US-Präsident Barack Obama bei seinem Besuch in Krün.

(Foto: Markus Schreiber/AP)

Barack Obama kommt in den zweifelhaften Genuss eines Weißwurstfrühstücks . Das wird in Bayern nur zu ganz besonderen Anlässen aufgetischt - und könnte Folgen für den G-7-Gipfel haben.

In diesen Tagen muss man sich als Bayer leider für alles Mögliche rechtfertigen. Das fängt schon beim Frühstück an: Ja, auch das kombinierte Weißwurst-/Weißbierfrühstück gibt es so nur in Bayern. In Mecklenburg-Vorpommern, Costa Rica oder der Mongolei wäre es undenkbar.

Insofern war es nur konsequent, dass US-Präsident Barack Obama am Sonntag seinen Besuch in Krün auf diese Weise begann. Dabei futtert auch der Durchschnittsbayer morgens gewöhnlich Müsli oder Zuckerzeugs aus Pappschachteln. Das Weißwurstfrühstück dagegen ist ganz besonderen Anlässen vorbehalten: Molkereiversammlungen, Frühschoppen, Bürofeiern, Staatsbesuchen.

Das liegt daran, dass einem nach dem Weißwurstfrühstück sehr oft sehr schlecht wird. Spätestens nach der dritten Weißwurst mit Hausmachersenf funkt der Verdauungstrakt SOS ans Gehirn. Versucht das Gehirn mit einem zweiten oder gar dritten Weißbier gegenzusteuern, ist der Tag gelaufen, bevor er angefangen hat.

Obama hat zumindest vor dem Frühstück noch einen unbeschwerten Eindruck gemacht. Wie den Fernsehbildern zu entnehmen ist, hat er maximal eine Weißwurst gegessen. Ob mit oder ohne Haut, das war nicht klar zu sehen. Er ist der mächtigste Mann der Welt, er kann das machen, wie er will. Dazu hat er nicht einmal eine ganze Halbe Weißbier getrunken - angeblich bleifrei.

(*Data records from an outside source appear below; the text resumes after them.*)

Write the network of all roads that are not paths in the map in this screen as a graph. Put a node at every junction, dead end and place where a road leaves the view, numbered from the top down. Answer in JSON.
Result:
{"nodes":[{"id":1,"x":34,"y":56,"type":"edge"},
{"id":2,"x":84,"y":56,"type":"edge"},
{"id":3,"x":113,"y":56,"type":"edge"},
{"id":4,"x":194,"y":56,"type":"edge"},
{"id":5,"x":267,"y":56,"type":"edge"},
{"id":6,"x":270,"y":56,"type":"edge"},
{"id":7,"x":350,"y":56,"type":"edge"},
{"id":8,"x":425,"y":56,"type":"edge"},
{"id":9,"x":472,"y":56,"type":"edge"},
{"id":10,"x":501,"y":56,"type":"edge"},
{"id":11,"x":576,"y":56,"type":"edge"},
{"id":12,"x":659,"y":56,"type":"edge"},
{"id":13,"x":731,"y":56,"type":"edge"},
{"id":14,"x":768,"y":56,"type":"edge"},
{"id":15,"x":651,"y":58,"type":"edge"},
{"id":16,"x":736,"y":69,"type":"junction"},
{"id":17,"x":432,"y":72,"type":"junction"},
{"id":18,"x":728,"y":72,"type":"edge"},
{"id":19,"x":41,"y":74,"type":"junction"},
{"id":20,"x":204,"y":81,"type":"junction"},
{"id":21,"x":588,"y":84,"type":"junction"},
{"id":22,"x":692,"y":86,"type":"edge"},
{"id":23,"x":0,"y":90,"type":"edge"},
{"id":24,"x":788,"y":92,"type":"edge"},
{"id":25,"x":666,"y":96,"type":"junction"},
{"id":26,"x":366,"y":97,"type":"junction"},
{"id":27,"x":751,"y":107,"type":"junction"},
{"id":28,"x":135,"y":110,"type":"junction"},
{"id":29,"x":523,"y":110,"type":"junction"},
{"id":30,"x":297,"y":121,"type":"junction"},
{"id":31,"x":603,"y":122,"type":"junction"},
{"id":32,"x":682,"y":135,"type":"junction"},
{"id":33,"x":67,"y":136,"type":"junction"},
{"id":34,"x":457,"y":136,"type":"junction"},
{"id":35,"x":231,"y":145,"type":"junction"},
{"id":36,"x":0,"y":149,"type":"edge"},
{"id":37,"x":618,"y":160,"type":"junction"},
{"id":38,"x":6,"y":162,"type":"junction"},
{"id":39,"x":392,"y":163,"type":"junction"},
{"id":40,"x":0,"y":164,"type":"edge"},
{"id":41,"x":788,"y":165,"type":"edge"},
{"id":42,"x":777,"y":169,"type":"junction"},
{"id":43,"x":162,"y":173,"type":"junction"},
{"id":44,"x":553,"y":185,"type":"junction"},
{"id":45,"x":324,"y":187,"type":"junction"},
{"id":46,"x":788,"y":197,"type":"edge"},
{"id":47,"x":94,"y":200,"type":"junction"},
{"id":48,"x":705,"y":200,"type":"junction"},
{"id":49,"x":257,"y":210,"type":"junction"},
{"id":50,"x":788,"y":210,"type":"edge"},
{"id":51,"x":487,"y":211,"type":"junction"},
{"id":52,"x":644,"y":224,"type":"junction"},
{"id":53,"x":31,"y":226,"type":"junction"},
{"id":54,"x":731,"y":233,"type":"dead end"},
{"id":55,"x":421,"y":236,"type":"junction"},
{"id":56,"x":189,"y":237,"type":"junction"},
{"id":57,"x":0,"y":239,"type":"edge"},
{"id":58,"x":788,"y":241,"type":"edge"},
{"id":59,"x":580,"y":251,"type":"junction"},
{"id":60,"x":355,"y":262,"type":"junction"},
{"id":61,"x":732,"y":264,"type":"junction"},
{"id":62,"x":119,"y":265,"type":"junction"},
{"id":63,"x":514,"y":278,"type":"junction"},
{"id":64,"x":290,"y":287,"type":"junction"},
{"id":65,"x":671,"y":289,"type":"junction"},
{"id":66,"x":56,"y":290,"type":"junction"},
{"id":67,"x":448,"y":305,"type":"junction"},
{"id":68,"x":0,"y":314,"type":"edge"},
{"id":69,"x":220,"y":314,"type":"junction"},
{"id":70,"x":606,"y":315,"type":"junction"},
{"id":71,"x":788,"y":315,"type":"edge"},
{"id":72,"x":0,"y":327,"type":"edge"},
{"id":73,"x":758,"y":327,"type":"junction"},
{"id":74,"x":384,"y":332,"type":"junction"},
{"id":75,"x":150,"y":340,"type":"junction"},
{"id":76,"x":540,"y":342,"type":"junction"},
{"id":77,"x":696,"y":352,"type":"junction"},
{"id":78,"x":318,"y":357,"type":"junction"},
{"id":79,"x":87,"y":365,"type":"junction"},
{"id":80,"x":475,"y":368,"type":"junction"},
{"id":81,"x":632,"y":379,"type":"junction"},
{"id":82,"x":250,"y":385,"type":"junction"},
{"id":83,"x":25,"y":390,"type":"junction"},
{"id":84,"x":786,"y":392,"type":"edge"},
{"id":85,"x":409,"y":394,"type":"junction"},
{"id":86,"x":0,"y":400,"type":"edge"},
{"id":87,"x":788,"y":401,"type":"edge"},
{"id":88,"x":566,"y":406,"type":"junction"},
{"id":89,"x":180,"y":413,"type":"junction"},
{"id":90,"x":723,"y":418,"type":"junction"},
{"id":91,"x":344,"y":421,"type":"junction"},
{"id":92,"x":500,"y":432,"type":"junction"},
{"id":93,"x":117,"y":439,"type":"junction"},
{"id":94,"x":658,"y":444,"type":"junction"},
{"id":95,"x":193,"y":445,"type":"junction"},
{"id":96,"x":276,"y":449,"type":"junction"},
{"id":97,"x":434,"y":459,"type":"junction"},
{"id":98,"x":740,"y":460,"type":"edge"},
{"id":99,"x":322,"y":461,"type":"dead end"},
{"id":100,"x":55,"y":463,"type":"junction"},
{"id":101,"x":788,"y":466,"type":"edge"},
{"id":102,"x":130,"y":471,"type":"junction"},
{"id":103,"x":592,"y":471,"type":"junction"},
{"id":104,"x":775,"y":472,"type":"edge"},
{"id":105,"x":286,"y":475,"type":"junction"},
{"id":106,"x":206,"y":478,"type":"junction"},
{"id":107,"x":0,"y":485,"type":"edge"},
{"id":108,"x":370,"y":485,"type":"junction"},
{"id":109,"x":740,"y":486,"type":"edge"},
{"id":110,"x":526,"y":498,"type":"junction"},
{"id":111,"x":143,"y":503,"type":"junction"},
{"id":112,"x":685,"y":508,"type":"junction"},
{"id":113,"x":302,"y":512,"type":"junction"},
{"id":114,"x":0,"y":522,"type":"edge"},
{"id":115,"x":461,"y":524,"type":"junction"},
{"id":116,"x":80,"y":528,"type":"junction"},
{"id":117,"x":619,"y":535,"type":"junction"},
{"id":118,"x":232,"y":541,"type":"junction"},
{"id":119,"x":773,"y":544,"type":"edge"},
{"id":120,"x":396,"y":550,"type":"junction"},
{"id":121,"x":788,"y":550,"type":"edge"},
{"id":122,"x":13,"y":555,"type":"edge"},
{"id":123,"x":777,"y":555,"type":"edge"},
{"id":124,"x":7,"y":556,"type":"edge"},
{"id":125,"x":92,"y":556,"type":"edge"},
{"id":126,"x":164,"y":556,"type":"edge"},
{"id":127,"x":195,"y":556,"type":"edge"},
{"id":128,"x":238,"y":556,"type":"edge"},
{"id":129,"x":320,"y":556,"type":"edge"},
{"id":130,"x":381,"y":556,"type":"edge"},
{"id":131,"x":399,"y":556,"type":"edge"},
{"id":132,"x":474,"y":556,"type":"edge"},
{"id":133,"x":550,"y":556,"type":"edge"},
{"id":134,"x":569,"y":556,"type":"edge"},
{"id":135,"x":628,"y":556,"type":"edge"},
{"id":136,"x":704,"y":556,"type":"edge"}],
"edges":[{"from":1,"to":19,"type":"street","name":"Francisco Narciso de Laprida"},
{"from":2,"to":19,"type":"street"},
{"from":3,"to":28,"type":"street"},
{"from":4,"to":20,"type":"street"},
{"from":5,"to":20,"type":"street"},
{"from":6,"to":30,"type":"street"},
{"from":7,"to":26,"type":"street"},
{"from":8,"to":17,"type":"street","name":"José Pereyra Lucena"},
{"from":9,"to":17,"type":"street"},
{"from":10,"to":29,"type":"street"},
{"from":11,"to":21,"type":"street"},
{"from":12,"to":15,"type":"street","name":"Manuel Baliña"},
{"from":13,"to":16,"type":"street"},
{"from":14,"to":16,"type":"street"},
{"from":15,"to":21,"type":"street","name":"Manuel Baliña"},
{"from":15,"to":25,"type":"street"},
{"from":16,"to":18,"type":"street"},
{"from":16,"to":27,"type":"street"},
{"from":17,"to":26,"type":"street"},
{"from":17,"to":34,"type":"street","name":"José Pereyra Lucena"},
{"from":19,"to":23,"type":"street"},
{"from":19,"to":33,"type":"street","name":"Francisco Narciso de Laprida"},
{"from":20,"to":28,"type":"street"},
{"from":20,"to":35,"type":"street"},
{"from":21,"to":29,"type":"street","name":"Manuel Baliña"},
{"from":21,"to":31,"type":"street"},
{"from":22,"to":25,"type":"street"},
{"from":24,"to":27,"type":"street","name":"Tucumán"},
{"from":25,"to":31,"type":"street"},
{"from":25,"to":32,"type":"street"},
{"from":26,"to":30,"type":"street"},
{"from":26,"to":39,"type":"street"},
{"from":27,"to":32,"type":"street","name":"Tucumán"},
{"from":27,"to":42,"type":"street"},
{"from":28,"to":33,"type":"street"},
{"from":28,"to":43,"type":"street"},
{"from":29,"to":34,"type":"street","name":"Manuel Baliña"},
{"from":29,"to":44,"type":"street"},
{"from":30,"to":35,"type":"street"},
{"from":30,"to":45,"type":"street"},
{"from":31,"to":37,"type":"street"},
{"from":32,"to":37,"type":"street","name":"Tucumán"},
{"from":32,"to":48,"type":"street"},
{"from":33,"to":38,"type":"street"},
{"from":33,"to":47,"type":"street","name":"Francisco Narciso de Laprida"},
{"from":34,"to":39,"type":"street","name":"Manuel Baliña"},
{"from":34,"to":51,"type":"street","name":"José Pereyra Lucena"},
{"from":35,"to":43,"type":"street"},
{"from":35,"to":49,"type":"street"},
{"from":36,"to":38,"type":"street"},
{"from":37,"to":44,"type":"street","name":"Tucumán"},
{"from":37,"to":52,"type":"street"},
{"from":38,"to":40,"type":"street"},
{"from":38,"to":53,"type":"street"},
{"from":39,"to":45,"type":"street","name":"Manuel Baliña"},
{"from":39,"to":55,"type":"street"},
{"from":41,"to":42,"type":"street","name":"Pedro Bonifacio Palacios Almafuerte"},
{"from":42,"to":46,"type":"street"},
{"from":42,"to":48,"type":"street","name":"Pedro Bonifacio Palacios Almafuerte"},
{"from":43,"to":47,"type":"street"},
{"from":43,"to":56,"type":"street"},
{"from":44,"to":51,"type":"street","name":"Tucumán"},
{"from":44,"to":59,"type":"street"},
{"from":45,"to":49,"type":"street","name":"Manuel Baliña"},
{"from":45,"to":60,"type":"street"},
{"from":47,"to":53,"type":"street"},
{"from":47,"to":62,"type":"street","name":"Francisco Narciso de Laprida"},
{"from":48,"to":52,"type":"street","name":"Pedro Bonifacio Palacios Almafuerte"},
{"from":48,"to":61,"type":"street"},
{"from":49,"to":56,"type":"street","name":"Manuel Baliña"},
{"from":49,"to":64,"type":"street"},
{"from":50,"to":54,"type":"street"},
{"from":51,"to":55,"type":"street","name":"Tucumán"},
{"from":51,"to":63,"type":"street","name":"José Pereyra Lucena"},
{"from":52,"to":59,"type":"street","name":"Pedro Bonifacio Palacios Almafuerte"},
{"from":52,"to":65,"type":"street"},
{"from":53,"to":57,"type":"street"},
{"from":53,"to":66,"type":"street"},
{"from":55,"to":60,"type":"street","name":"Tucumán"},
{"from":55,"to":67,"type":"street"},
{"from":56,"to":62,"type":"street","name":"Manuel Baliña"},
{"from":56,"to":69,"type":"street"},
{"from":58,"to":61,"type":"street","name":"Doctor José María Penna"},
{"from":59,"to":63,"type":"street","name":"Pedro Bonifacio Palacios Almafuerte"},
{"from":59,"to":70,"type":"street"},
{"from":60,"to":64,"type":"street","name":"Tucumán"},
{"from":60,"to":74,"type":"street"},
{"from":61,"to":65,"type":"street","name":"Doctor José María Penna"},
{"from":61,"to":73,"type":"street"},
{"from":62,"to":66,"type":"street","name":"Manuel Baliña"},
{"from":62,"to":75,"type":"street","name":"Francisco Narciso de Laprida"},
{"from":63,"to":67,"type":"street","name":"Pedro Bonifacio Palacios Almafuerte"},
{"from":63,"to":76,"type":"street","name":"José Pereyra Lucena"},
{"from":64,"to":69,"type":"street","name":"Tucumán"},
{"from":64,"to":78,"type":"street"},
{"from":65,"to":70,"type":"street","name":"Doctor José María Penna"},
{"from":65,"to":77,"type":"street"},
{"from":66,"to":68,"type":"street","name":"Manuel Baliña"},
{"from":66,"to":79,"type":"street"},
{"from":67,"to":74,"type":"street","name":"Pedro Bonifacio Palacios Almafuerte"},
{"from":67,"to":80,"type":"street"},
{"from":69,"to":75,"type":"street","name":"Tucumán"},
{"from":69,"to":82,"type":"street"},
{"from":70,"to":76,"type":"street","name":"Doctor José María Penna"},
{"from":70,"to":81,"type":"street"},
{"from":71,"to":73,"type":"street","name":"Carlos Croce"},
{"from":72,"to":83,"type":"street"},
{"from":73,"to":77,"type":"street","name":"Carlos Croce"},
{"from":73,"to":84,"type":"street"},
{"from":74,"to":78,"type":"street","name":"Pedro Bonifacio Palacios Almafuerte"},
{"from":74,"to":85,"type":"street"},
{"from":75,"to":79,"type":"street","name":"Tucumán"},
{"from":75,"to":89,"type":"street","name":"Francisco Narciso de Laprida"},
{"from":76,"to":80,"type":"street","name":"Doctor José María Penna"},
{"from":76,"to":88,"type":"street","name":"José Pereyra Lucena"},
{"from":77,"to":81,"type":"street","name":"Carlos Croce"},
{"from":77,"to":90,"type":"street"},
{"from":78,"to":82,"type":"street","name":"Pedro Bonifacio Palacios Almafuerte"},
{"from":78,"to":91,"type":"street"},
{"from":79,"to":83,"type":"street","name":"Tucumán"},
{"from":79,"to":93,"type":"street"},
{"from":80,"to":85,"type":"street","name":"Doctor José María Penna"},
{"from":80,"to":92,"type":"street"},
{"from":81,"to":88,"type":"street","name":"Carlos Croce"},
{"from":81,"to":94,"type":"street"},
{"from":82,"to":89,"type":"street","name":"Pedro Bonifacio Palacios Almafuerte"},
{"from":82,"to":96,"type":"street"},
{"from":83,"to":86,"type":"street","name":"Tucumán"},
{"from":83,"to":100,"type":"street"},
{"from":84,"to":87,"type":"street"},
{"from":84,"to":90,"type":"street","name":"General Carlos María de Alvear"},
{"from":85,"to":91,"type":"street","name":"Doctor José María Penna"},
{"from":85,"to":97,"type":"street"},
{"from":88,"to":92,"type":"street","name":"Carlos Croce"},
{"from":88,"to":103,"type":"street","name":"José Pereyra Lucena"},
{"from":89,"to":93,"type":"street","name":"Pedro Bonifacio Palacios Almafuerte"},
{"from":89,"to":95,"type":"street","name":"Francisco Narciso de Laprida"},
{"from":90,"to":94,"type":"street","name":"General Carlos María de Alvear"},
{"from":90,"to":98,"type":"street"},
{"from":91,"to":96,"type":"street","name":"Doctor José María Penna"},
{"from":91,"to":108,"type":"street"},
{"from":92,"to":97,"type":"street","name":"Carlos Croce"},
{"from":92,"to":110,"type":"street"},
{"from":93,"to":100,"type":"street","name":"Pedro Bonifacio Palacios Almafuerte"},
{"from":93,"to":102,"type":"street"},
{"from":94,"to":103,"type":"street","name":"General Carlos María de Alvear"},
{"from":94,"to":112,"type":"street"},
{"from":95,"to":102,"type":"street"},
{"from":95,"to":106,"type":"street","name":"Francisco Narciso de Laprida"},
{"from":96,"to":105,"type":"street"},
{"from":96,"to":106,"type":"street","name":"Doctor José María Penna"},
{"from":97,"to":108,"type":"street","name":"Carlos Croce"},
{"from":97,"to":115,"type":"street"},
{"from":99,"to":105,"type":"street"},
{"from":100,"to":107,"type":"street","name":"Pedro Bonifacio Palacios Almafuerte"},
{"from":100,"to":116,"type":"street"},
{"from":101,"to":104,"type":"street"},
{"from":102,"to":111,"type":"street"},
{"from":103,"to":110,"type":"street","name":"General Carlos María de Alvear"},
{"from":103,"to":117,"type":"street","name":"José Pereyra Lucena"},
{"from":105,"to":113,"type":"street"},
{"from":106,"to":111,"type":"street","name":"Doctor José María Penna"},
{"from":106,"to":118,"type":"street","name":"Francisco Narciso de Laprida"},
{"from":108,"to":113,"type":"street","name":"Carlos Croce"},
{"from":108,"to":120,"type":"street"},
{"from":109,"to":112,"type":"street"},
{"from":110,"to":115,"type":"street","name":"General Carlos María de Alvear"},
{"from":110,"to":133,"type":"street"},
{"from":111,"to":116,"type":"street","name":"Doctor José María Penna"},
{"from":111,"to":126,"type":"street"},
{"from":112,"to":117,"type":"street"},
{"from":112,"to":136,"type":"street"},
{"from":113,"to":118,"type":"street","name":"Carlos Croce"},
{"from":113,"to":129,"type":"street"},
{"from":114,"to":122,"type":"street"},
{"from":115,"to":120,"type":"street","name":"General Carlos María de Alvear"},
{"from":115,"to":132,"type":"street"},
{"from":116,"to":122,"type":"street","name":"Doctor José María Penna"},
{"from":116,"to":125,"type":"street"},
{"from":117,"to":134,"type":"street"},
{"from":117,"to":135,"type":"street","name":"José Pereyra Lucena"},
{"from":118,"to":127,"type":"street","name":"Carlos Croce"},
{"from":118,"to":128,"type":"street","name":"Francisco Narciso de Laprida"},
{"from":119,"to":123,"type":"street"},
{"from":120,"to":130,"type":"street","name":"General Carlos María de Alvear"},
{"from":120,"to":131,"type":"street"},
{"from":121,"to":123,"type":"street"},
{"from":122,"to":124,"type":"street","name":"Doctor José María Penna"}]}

Recherchen der SZ haben jedoch ergeben: Die Brauerei K. aus Murnau, aus deren Glas Obama trank, stellt laut Homepage kein alkoholfreies Weißbier her, sondern nur normales und leichtes. Ja, was jetzt? Womöglich hat auch der Präsident Bekanntschaft mit dem sehr bayerischen Gefühl der After-Breakfast-Wurstigkeit gemacht. Und vielleicht nickt er beim Klimaschutz kurz ein, was als Zustimmung gewertet wird. Dem Weißwurstfrühstück sei's gedankt.